I am guilty of that 🙂
Anyways, let’s talk about such exciting development in our cousin field. It’s called GPT-J, “the open source cousin of GPT-3 everyone can use”.
The Leap: GPT-3
GPT-3 is the 3rd generation of GPT (Generative Pre-trained Transformer) language models with 175 billion parameters. It’s pretty powerful in comparison to GPT-2 where only 1.5 billion parameters were used. If you compare GPT-3 to all the remaining models, the one coming close to GPT-3 is Microsoft’s Turning NLG with just 17 billion parameters.
Now, you get some idea what the hype is all about since the last few years. The hype is about the deep learning model trained on massive text datasets with hundreds of billions of words which is capable of producing human-like text with 10x the nearest competitors parameters.
Uses of GPT-3
Now, as it’s a language model, the applications are vast. We, too, got access and are using GPT-3 in some of our blog posts, and it’s pretty good apart from producing a slight pale tone.
Read this post by GPT-3:
The list goes on, and GPT-3 enters new domains such as code completion/ generation. GitHub launched its Copilot, and we describe it as:
GitHub Copilot is an AI-assisted pair programmer that helps you write code more quickly and efficiently. GitHub Copilot extracts context from comments and code and provides quick suggestions for individual lines and entire functions. OpenAI Codex, a new AI system developed by OpenAI, powers GitHub Copilot.
The language model also has features such as chat, tweet classifier, outline creator, keyword extractor, HTML elements generator, and many more applications. Learn more here.
Commercial Uses of GPT-3
Apart from Copilot, Microsoft gave OpenAI a $1 billion investment and gave them exclusive rights to licence GPT-3 a year later. Over 300 GPT-3 projects are in the works, according to OpenAI, using a limited-access API. A tool for extracting insights from customer comments, a system that writes emails automatically from bullet points, and never-ending text-based adventure games are among them.

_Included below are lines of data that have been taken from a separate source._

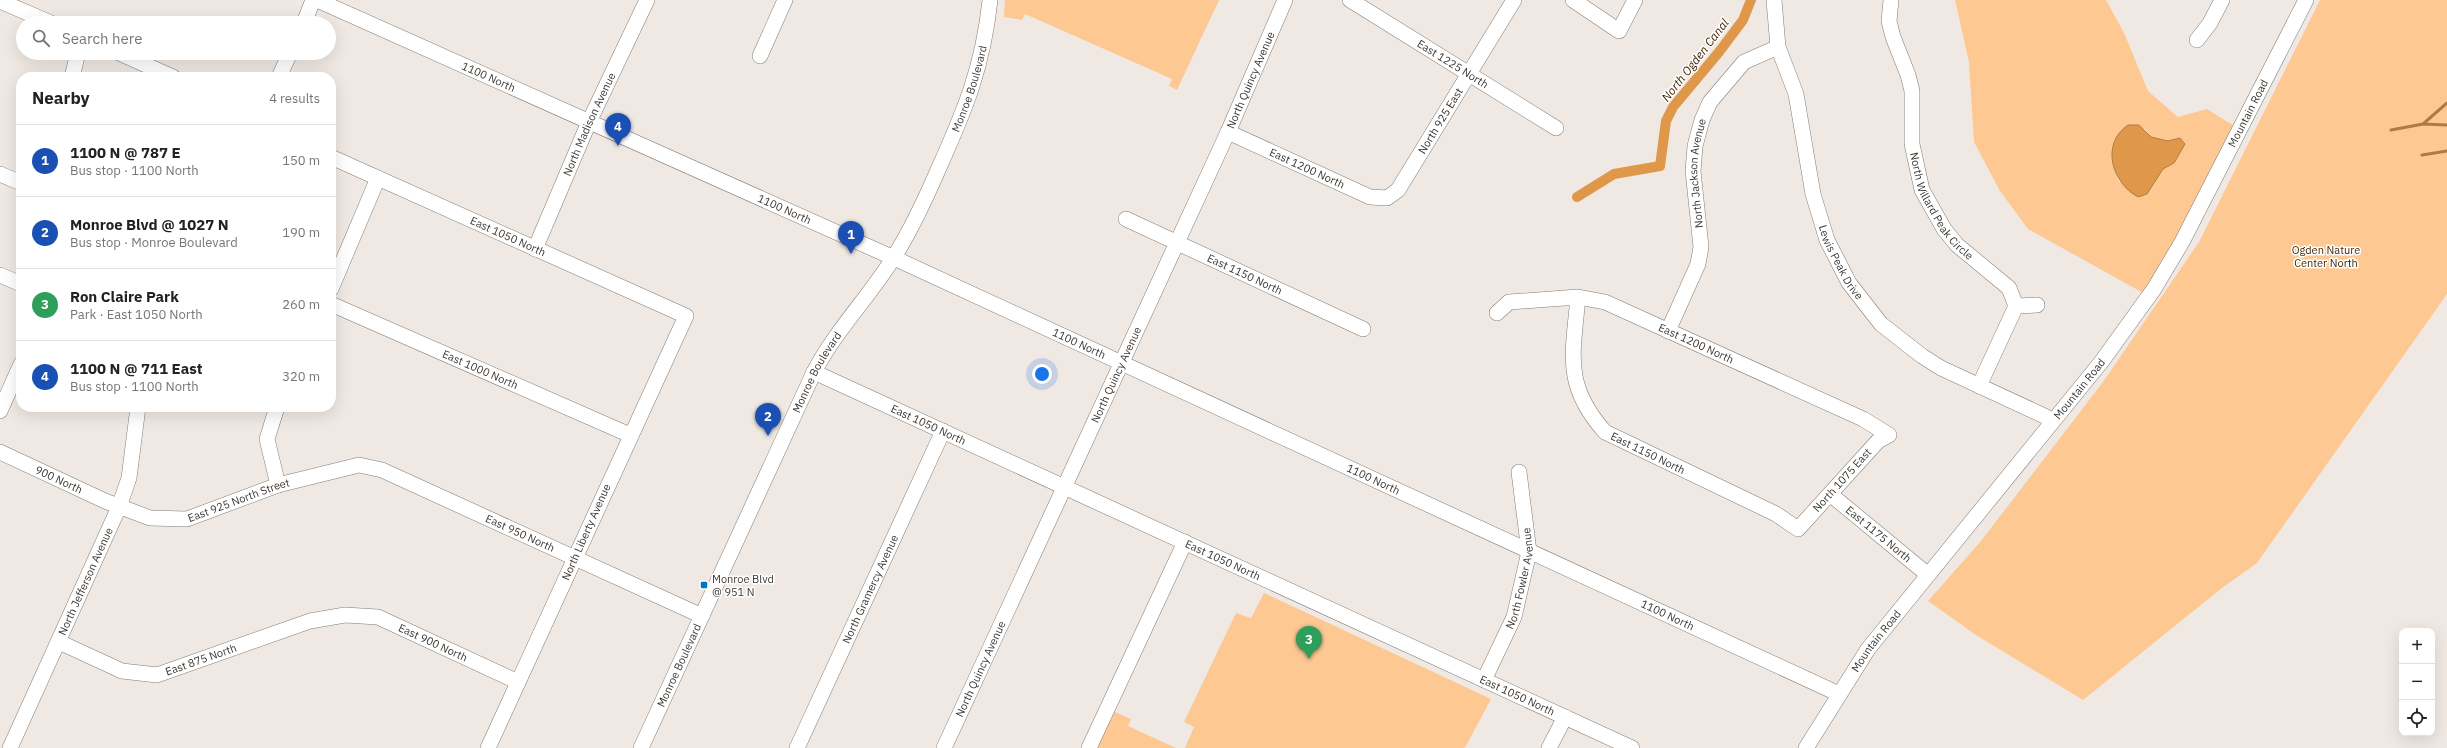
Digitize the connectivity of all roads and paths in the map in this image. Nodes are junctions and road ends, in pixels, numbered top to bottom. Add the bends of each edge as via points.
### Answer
1 (0, 0) edge
2 (313, 0) edge
3 (317, 0) edge
4 (647, 0) edge
5 (990, 0) edge
6 (1285, 0) edge
7 (1350, 0) edge
8 (1514, 0) edge
9 (1573, 0) edge
10 (1635, 0) edge
11 (1774, 0) edge
12 (1891, 0) edge
13 (2222, 0) edge
14 (2306, 0) edge
15 (782, 1) edge
16 (35, 16) edge
17 (307, 16) edge
18 (2197, 40) dead end
19 (1778, 47) junction
20 (760, 56) dead end
21 (76, 60) edge
22 (135, 60) edge
23 (287, 60) edge
24 (73, 72) edge
25 (162, 72) edge
26 (281, 72) edge
27 (1470, 73) junction
28 (589, 122) junction
29 (1556, 128) dead end
30 (1228, 132) junction
31 (336, 159) edge
32 (0, 174) edge
33 (378, 178) junction
34 (16, 181) edge
35 (1387, 198) joint
36 (1126, 219) dead end
37 (1176, 244) junction
38 (535, 249) junction
39 (894, 258) junction
40 (0, 275) edge
41 (336, 277) edge
42 (16, 282) edge
43 (1578, 297) junction
44 (2037, 305) dead end
45 (336, 306) edge
46 (2016, 306) junction
47 (1497, 313) dead end
48 (686, 316) joint
49 (1363, 330) dead end
50 (1668, 330) junction
51 (1122, 363) junction
52 (814, 372) junction
53 (16, 375) edge
54 (1979, 386) junction
55 (0, 411) edge
56 (137, 412) edge
57 (275, 412) edge
58 (2053, 420) junction
59 (943, 431) junction
60 (630, 435) junction
61 (1889, 435) joint
62 (0, 452) edge
63 (359, 465) joint
64 (1519, 472) dead end
65 (278, 485) junction
66 (1064, 487) junction
67 (1830, 494) junction
68 (119, 507) junction
69 (1798, 529) joint
70 (1185, 542) junction
71 (1529, 552) junction
72 (574, 557) junction
73 (1927, 574) junction
74 (345, 615) joint
75 (702, 616) junction
76 (59, 642) junction
77 (1484, 680) junction
78 (518, 682) junction
79 (1839, 694) junction
80 (1565, 717) junction
81 (10, 748) edge
82 (488, 748) edge
83 (641, 748) edge
84 (797, 748) edge
85 (944, 748) edge
86 (1089, 748) edge
87 (1549, 748) edge
88 (1632, 748) edge
89 (1806, 748) edge

1 - 16 street
2 - 17 street
3 - 28 street, 1100 North
4 - 28 street, North Madison Avenue
5 - 39 street, Monroe Boulevard via 984,48 967,105 914,221
6 - 30 street, North Quincy Avenue
7 - 27 street, East 1225 North
8 - 27 street, North 925 East
9 - 10 street via 1619,31
11 - 19 street, Lewis Peak Drive
12 - 46 street, North Willard Peak Circle via 1889,21 1912,91 1912,144 1922,190 1944,229 1957,245 2010,288
13 - 18 street via 2210,23
14 - 58 street, Mountain Road via 2178,249 2128,326
15 - 20 street
19 - 50 street, North Jackson Avenue via 1744,62 1710,102 1702,120 1694,146 1693,171 1701,247 1698,264
19 - 54 street, Lewis Peak Drive via 1796,94 1808,175 1817,208 1827,240 1849,283 1882,324 1901,340 1941,368
21 - 24 street
22 - 25 street
23 - 26 street
27 - 29 street, East 1225 North
27 - 35 street, North 925 East via 1398,190
28 - 38 street, North Madison Avenue
28 - 39 street, 1100 North
30 - 35 street, East 1200 North via 1370,197
30 - 37 street, North Quincy Avenue
31 - 33 street, East 1050 North
32 - 34 street
33 - 38 street, East 1050 North
33 - 41 street
36 - 37 street, East 1150 North
37 - 49 street, East 1150 North
37 - 51 street, North Quincy Avenue
38 - 48 street, East 1050 North
39 - 51 street, 1100 North
39 - 52 street, Monroe Boulevard via 828,346
40 - 42 street
43 - 47 street, East 1200 North via 1509,302
43 - 50 street, East 1200 North via 1605,302
43 - 69 street, East 1150 North via 1572,360 1573,376 1578,393 1590,416 1605,432 1776,514
44 - 46 street
45 - 60 street, East 1000 North
46 - 54 street
48 - 60 street, North Liberty Avenue
50 - 61 street, East 1200 North via 1863,419
51 - 66 street, North Quincy Avenue
51 - 71 street, 1100 North
52 - 59 street, East 1050 North
52 - 75 street, Monroe Boulevard
53 - 55 street
54 - 58 street, Lewis Peak Drive
56 - 68 street, North Jefferson Avenue via 129,478
57 - 65 street via 267,439
58 - 73 street, Mountain Road via 1996,493
59 - 66 street, East 1050 North
59 - 84 street, North Gramercy Avenue
60 - 72 street, North Liberty Avenue
61 - 67 street, North 1075 East via 1878,441
62 - 68 street, 900 North
63 - 65 street, East 925 North Street
63 - 72 street, East 950 North via 382,470
64 - 71 street, North Fowler Avenue
65 - 68 street, East 925 North Street via 187,519 150,518
66 - 70 street, East 1050 North
66 - 85 street, North Quincy Avenue
67 - 69 street, North 1075 East
67 - 73 street, East 1175 North
68 - 76 street, North Jefferson Avenue
70 - 77 street, East 1050 North
70 - 86 street
71 - 77 street, North Fowler Avenue via 1514,617
71 - 79 street, 1100 North
72 - 75 street, East 950 North
72 - 78 street, North Liberty Avenue
73 - 79 street, Mountain Road via 1868,649
74 - 76 street, East 875 North via 310,621 157,675 122,671
74 - 78 street, East 900 North via 378,616
75 - 83 street, Monroe Boulevard
76 - 81 street, North Jefferson Avenue
77 - 80 street, East 1050 North
78 - 82 street, North Liberty Avenue
79 - 89 street, Mountain Road
80 - 87 street
80 - 88 street, East 1050 North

Now, the two big questions.
Is GPT-3 free?
NO, you need to pay, and it’s in beta preview. So, getting access is quite complicated and tiring. You need to wait months 🤷♂️
Is GPT-3 open source?
NO, so all you can do is wait.
Open Source Triumphs: GPT-J
I have written a blog post previously on how CNCF helps the innovation cycle rolling. It’s a big organisation with hundreds of sponsors, and they are democratising cutting edge tech.
But now, GPT-J is not backed by an organisation. It doesn’t have that significant financial backing, so it’s trained on 6 billion parameters, a lot less than GPT-3 but look at the other options available.
The publicly available GPT-2 is trained on 1.5 billion parameters which are significantly less than GPT-J’s 6 billion parameters. Moreover, having so many parameters helps it perform on par with 6.7B GPT-3. So, these factors make it the most accurate publicly available model.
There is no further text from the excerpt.